Il y avait deux mois déjà que la république était fondée. Que n’avait-on su profiter de ces journées superbes de septembre, lorsque partout retentissaient les plus fiers accens de vengeance, lorsque la réponse de M. Jules Favre à la Prusse faisait tressaillir jusqu’aux murailles, et que la patrie elle-même était descendue au fond des cœurs ? Pour n’avoir pas su nourrir l’ardeur qu’il avait lui-même allumée, le gouvernement la laissa se changer insensiblement en une impatience maladive. Il fut moins prompt à l’exécution qu’aux discours, et fatigua Paris comme on lasserait un cheval généreux qu’on contraindrait de rester immobile en l’excitant du geste et de la voix. Le coup soudain de la chute de Metz trouva la population amollie et mal préparée. On nous avait habitués à compter sur d’autres que sur nous-mêmes, et nos chefs semblaient croire que le jour était proche où Bazaine se chargerait d’apporter un dénoûment vengeur. On commit une faute analogue et plus grave encore en entretenant l’illusion que, Metz étant rendu et Bazaine ayant capitulé, l’Europe s’interposerait et prêterait son égide à la France. Cette erreur dissipée, l’énervement fut à son comble. Dans Paris, cinq ou six journaux contribuaient sciemment à pervertir l’esprit public. Les uns, que touchait seule la considération du gain, tenaient boutique de nouvelles alarmantes et mensongères ; les autres, instrumens d’intrigantes coteries, semaient le trouble et la défiance. Au dehors, c’est-à-dire aux états-majors des secteurs et sur les remparts, les militaires assombrissaient les âmes par leurs propos décourageans, et la contagion gagnait vite. Si l’on en croyait les officiers de l’armée active, trop accoutumés depuis longtemps à faire abstraction de la force morale, l’impossibilité de prolonger la résistance était mathématique, tout était bien fini, l’on ne pouvait aller contre les règles ; il ne restait plus qu’à décider si l’honneur militaire exigeait qu’on perdît encore une bataille avant de se rendre. Chez les soldats, la résignation remplaçait l’entrain disparu ; ils répétaient qu’il n’y avait plus qu’à bien mourir « sous les ordres du général De profundis. » La garde nationale ne pouvait échapper à ces impressions. Par une fâcheuse coïncidence, ce fut précisément alors que parut un nouveau décret, celui du 8 novembre, aux termes duquel chaque bataillon devait fournir quatre compagnies de guerre.

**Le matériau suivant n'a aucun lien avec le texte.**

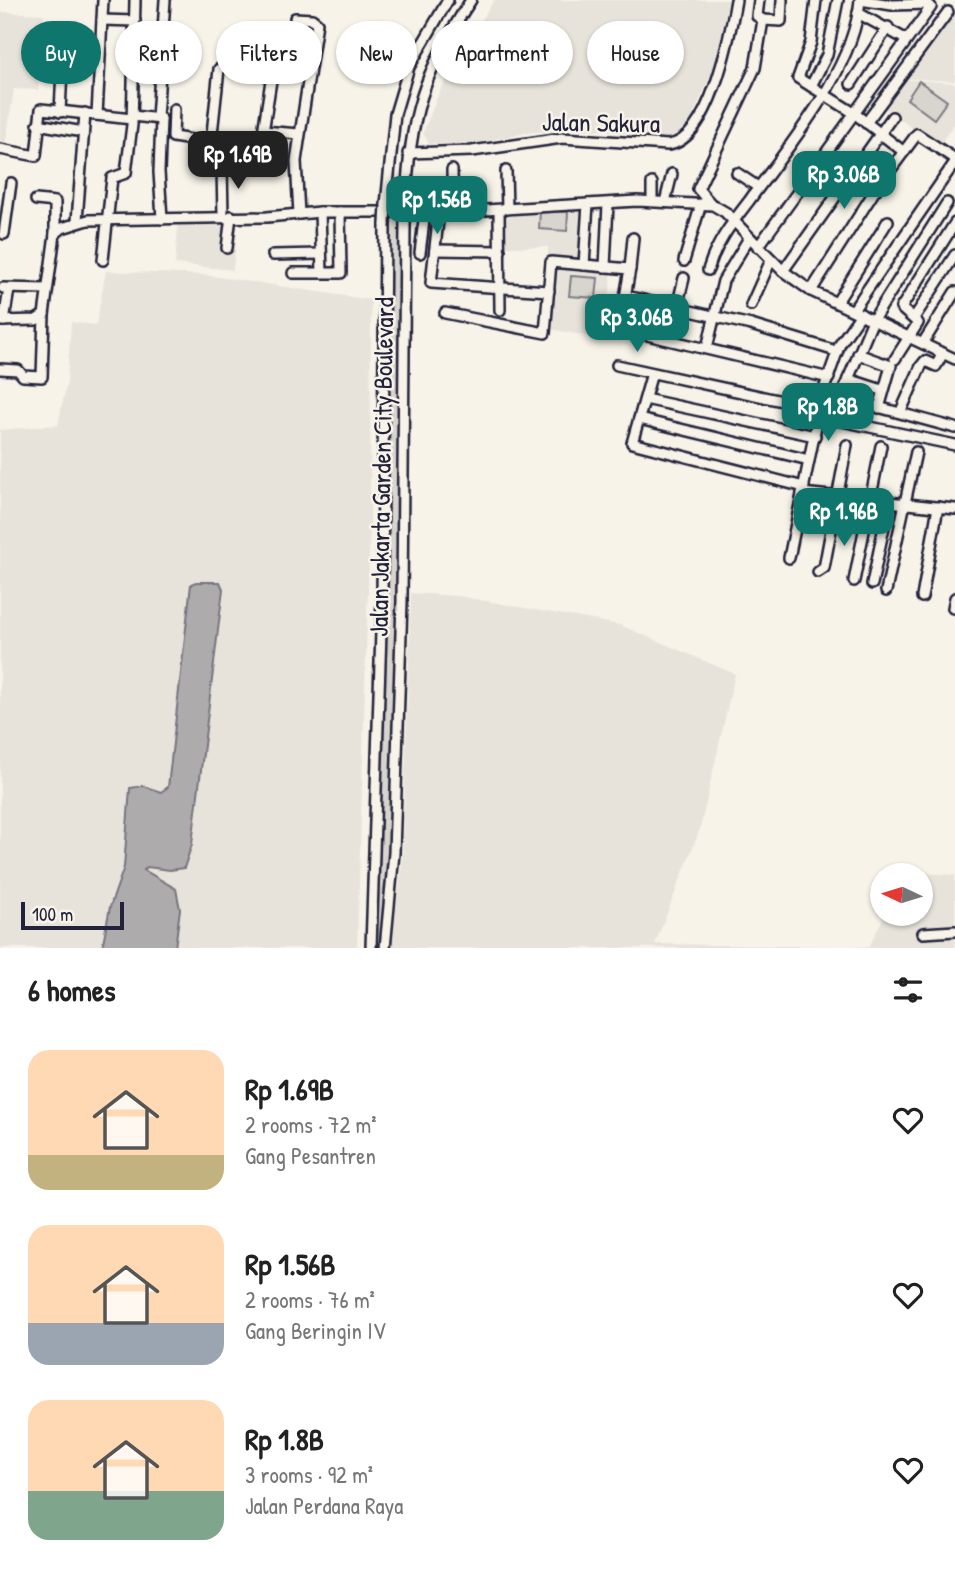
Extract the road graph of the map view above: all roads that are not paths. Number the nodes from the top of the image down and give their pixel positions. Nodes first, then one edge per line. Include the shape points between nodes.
1 (103, 0) edge
2 (135, 0) edge
3 (166, 0) edge
4 (448, 0) edge
5 (471, 0) edge
6 (736, 0) edge
7 (759, 0) edge
8 (782, 0) edge
9 (817, 0) edge
10 (838, 0) edge
11 (860, 0) edge
12 (948, 12) dead end
13 (858, 13) junction
14 (295, 18) dead end
15 (102, 20) junction
16 (763, 20) junction
17 (135, 21) joint
18 (888, 27) junction
19 (907, 40) junction
20 (61, 84) edge
21 (133, 84) edge
22 (217, 84) edge
23 (270, 84) edge
24 (852, 84) dead end
25 (811, 86) junction
26 (825, 94) junction
27 (174, 109) dead end
28 (60, 112) junction
29 (85, 113) junction
30 (854, 113) junction
31 (97, 115) junction
32 (892, 117) dead end
33 (132, 118) junction
34 (160, 118) junction
35 (173, 120) junction
36 (866, 122) junction
37 (38, 124) junction
38 (263, 131) junction
39 (83, 132) junction
40 (299, 134) junction
41 (880, 135) junction
42 (211, 143) junction
43 (0, 149) edge
44 (904, 152) junction
45 (408, 153) junction
46 (955, 161) edge
47 (222, 167) junction
48 (452, 170) dead end
49 (506, 171) dead end
50 (737, 173) dead end
51 (672, 174) dead end
52 (10, 183) dead end
53 (652, 183) dead end
54 (758, 187) junction
55 (4, 199) edge
56 (36, 200) dead end
57 (652, 201) junction
58 (666, 202) junction
59 (947, 203) dead end
60 (588, 204) junction
61 (608, 204) junction
62 (701, 204) junction
63 (713, 205) junction
64 (503, 209) junction
65 (320, 212) junction
66 (340, 212) junction
67 (425, 212) junction
68 (439, 212) junction
69 (453, 212) junction
70 (299, 214) junction
71 (227, 216) junction
72 (162, 219) junction
73 (106, 221) junction
74 (733, 221) junction
75 (888, 221) dead end
76 (77, 222) junction
77 (955, 223) edge
78 (4, 234) dead end
79 (55, 234) junction
80 (748, 237) junction
81 (633, 238) dead end
82 (758, 247) junction
83 (227, 248) dead end
84 (435, 250) junction
85 (500, 251) junction
86 (421, 253) dead end
87 (321, 254) junction
88 (273, 255) dead end
89 (955, 255) edge
90 (103, 260) dead end
91 (771, 260) junction
92 (684, 261) dead end
93 (584, 265) junction
94 (605, 267) junction
95 (631, 269) junction
96 (708, 270) dead end
97 (783, 271) junction
98 (293, 273) dead end
99 (322, 273) junction
100 (684, 278) dead end
101 (47, 289) junction
102 (501, 289) junction
103 (549, 291) junction
104 (811, 291) junction
105 (955, 292) edge
106 (626, 296) junction
107 (837, 302) junction
108 (751, 304) dead end
109 (677, 307) junction
110 (500, 310) dead end
111 (858, 312) junction
112 (445, 313) dead end
113 (44, 315) junction
114 (714, 316) junction
115 (914, 318) junction
116 (873, 320) junction
117 (2, 321) edge
118 (910, 335) junction
119 (923, 343) junction
120 (707, 348) junction
121 (836, 351) junction
122 (943, 353) junction
123 (858, 354) junction
124 (895, 359) dead end
125 (955, 359) edge
126 (617, 365) dead end
127 (0, 369) edge
128 (652, 373) junction
129 (829, 378) junction
130 (848, 379) junction
131 (882, 390) junction
132 (824, 392) junction
133 (841, 396) junction
134 (645, 398) junction
135 (879, 408) junction
136 (901, 411) junction
137 (819, 412) junction
138 (639, 419) junction
139 (954, 426) edge
140 (815, 436) junction
141 (955, 444) edge
142 (847, 446) dead end
143 (881, 446) dead end
144 (916, 452) dead end
145 (809, 460) junction
146 (803, 490) junction
147 (839, 497) junction
148 (871, 500) junction
149 (888, 503) junction
150 (906, 504) junction
151 (938, 507) junction
152 (955, 509) edge
153 (789, 558) dead end
154 (818, 572) dead end
155 (854, 581) dead end
156 (872, 584) dead end
157 (886, 590) dead end
158 (922, 597) dead end
159 (955, 598) edge
160 (953, 608) dead end
161 (382, 625) junction
162 (401, 627) junction
163 (375, 852) junction
164 (394, 853) junction
165 (955, 931) edge
166 (923, 933) dead end
167 (371, 948) edge
168 (385, 948) edge

1 - 15 street
2 - 17 street
3 - 34 street
4 - 161 street, Jalan Jakarta Garden City Boulevard, bridge via 409,67 395,114 385,223
5 - 45 street, Jalan Jakarta Garden City Boulevard via 428,76
6 - 45 street, Jalan Sakura via 718,74 696,125 681,142 562,138 472,151
7 - 16 street via 758,17
8 - 16 street via 781,21
9 - 25 street via 811,42 797,76
10 - 25 street via 827,55
11 - 13 street
11 - 19 street via 930,5
12 - 36 street
13 - 18 street
13 - 26 street via 844,57
14 - 40 street via 317,23
15 - 17 street
15 - 31 street
16 - 63 street via 755,68 698,189
18 - 19 street
18 - 24 street
19 - 30 street
20 - 28 street
21 - 33 street
22 - 42 street
23 - 38 street
25 - 26 street
26 - 30 street
26 - 54 street
27 - 35 street
28 - 29 street
28 - 37 street via 40,110
29 - 31 street
29 - 39 street
30 - 36 street
30 - 82 street
31 - 33 street
32 - 41 street
33 - 34 street
33 - 73 street via 126,171 113,177
34 - 35 street
34 - 72 street
35 - 42 street via 174,138
36 - 41 street
37 - 39 street
37 - 43 street via 36,156
38 - 40 street
38 - 47 street via 258,165
39 - 76 street
40 - 70 street
41 - 44 street
41 - 97 street
42 - 47 street via 211,166
44 - 46 street via 917,134
44 - 104 street
45 - 162 street, Jalan Jakarta Garden City Boulevard, bridge
46 - 111 street
47 - 71 street
48 - 69 street
49 - 64 street
50 - 54 street
51 - 58 street
52 - 55 street
53 - 57 street
54 - 74 street
55 - 78 street
56 - 79 street via 55,202
57 - 58 street
57 - 61 street
58 - 62 street
59 - 116 street
60 - 61 street
60 - 64 street
60 - 93 street
61 - 94 street
62 - 63 street
62 - 92 street
63 - 74 street
64 - 69 street
64 - 85 street
65 - 66 street
65 - 70 street
65 - 87 street
66 - 67 street
66 - 99 street via 342,271
67 - 68 street
67 - 86 street
68 - 69 street
68 - 84 street
70 - 71 street
71 - 72 street
71 - 83 street
72 - 73 street
73 - 76 street
73 - 90 street
74 - 80 street
74 - 96 street
75 - 107 street
76 - 79 street
77 - 115 street via 901,308
79 - 101 street
80 - 82 street
80 - 114 street via 723,281
81 - 95 street
82 - 91 street
84 - 85 street
84 - 102 street via 431,283
85 - 102 street
87 - 88 street
87 - 99 street
89 - 115 street
91 - 97 street
91 - 108 street
93 - 94 street
93 - 103 street via 551,262
94 - 95 street
95 - 106 street
97 - 104 street
98 - 99 street
100 - 109 street
101 - 113 street
101 - 117 street via 6,288
102 - 103 street
102 - 110 street
103 - 112 street via 546,332
104 - 107 street
105 - 119 street
106 - 109 street
106 - 120 street via 622,330
107 - 111 street
109 - 114 street
111 - 116 street
111 - 121 street
113 - 117 street via 36,320
113 - 127 street via 42,377
114 - 120 street
114 - 121 street
115 - 118 street via 918,323
116 - 118 street
116 - 123 street
118 - 119 street
118 - 124 street
119 - 122 street
120 - 129 street
121 - 129 street
122 - 125 street
122 - 136 street via 936,366 925,361 921,366
123 - 130 street
123 - 131 street via 891,366
126 - 128 street
128 - 134 street
128 - 137 street
129 - 132 street
130 - 131 street
130 - 133 street
131 - 135 street
132 - 133 street
132 - 137 street
133 - 135 street
134 - 138 street
134 - 140 street
135 - 136 street
136 - 139 street
137 - 140 street
137 - 141 street
138 - 145 street
138 - 146 street via 631,442
140 - 145 street
142 - 147 street
143 - 148 street
144 - 150 street
145 - 146 street
146 - 147 street
146 - 153 street
147 - 148 street
147 - 154 street via 824,568
148 - 149 street
148 - 155 street
149 - 150 street
149 - 156 street
150 - 151 street
150 - 157 street
151 - 152 street
151 - 158 street
159 - 160 street
161 - 162 street
161 - 163 street, Jalan Jakarta Garden City Boulevard
162 - 164 street, Jalan Jakarta Garden City Boulevard
163 - 164 street
163 - 167 street, Jalan Jakarta Garden City Boulevard
164 - 168 street, Jalan Jakarta Garden City Boulevard
165 - 166 street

Nous avons déjà fait connaître l’économie de ce décret. Il arrivait si tard que toute critique, même bienveillante, devenait inutile et intempestive. Militairement la conception pouvait être meilleure. Au point de vue civil, l’application entraîna des inégalités, des inconséquences, qui parurent choquantes. Il y eut des bataillons où le chiffre des volontaires inscrits égalait ou dépassait même le contingent demandé ; mais il s’en fallait qu’il en fût de même partout, et quelquefois l’on dut, pour compléter l’effectif, atteindre la catégorie des pères de famille. Jamais loi n’a produit des effets aussi disparates. Celle-ci donna lieu à des scènes pénibles. Uniquement pénétrés de l’idée qu’une injustice était commise, plusieurs citoyens éclatèrent en récriminations malheureuses, et, quand les compagnies nouvelles se réunirent le 11 novembre pour procéder à la formation de leurs cadres, ils voulurent que leurs protestations fussent jointes aux procès-verbaux des élections. Bien plus, des compagnies entières (en petit nombre, il faut le dire) refusèrent nettement de se constituer. Divers argumens furent invoqués ; on déclara surtout que les pères de famille ne devaient pas aller s’exposer aux balles prussiennes quand il était notoire que des célibataires et des jeunes gens se trouvaient soustraits au danger. Quelque reproche qu’on pût faire à la loi, ceux qui parlaient ainsi oubliaient quel était leur strict devoir. Dans l’état où nous sommes, il faudrait que depuis longtemps tout célibataire fît partie de l’armée active, et tout homme marié des bataillons de garde nationale mobilisés. Voilà la vérité, et dès lors il était coupable de chercher derrière soi ou à ses côtés de quoi colorer un refus. N’avions-nous pas d’ailleurs assez haut réclamé des armes ? Pensions-nous que les fusils n’avaient d’autre usage que la parade ou l’exercice ? Quoi ! pendant de longs jours et de longues semaines, on accusait les lenteurs de la province à nous secourir, on s’indignait que les milices du nord, de l’ouest et du midi ne sortissent pas en foule du fond des villes, des villages et des hameaux, — et nous, les habitans. de la capitale assiégée, si l’on nous proposait de passer les ponts-levis de nos portes et de tenir garnison dans nos propres forts, nous osions répondre par des murmures !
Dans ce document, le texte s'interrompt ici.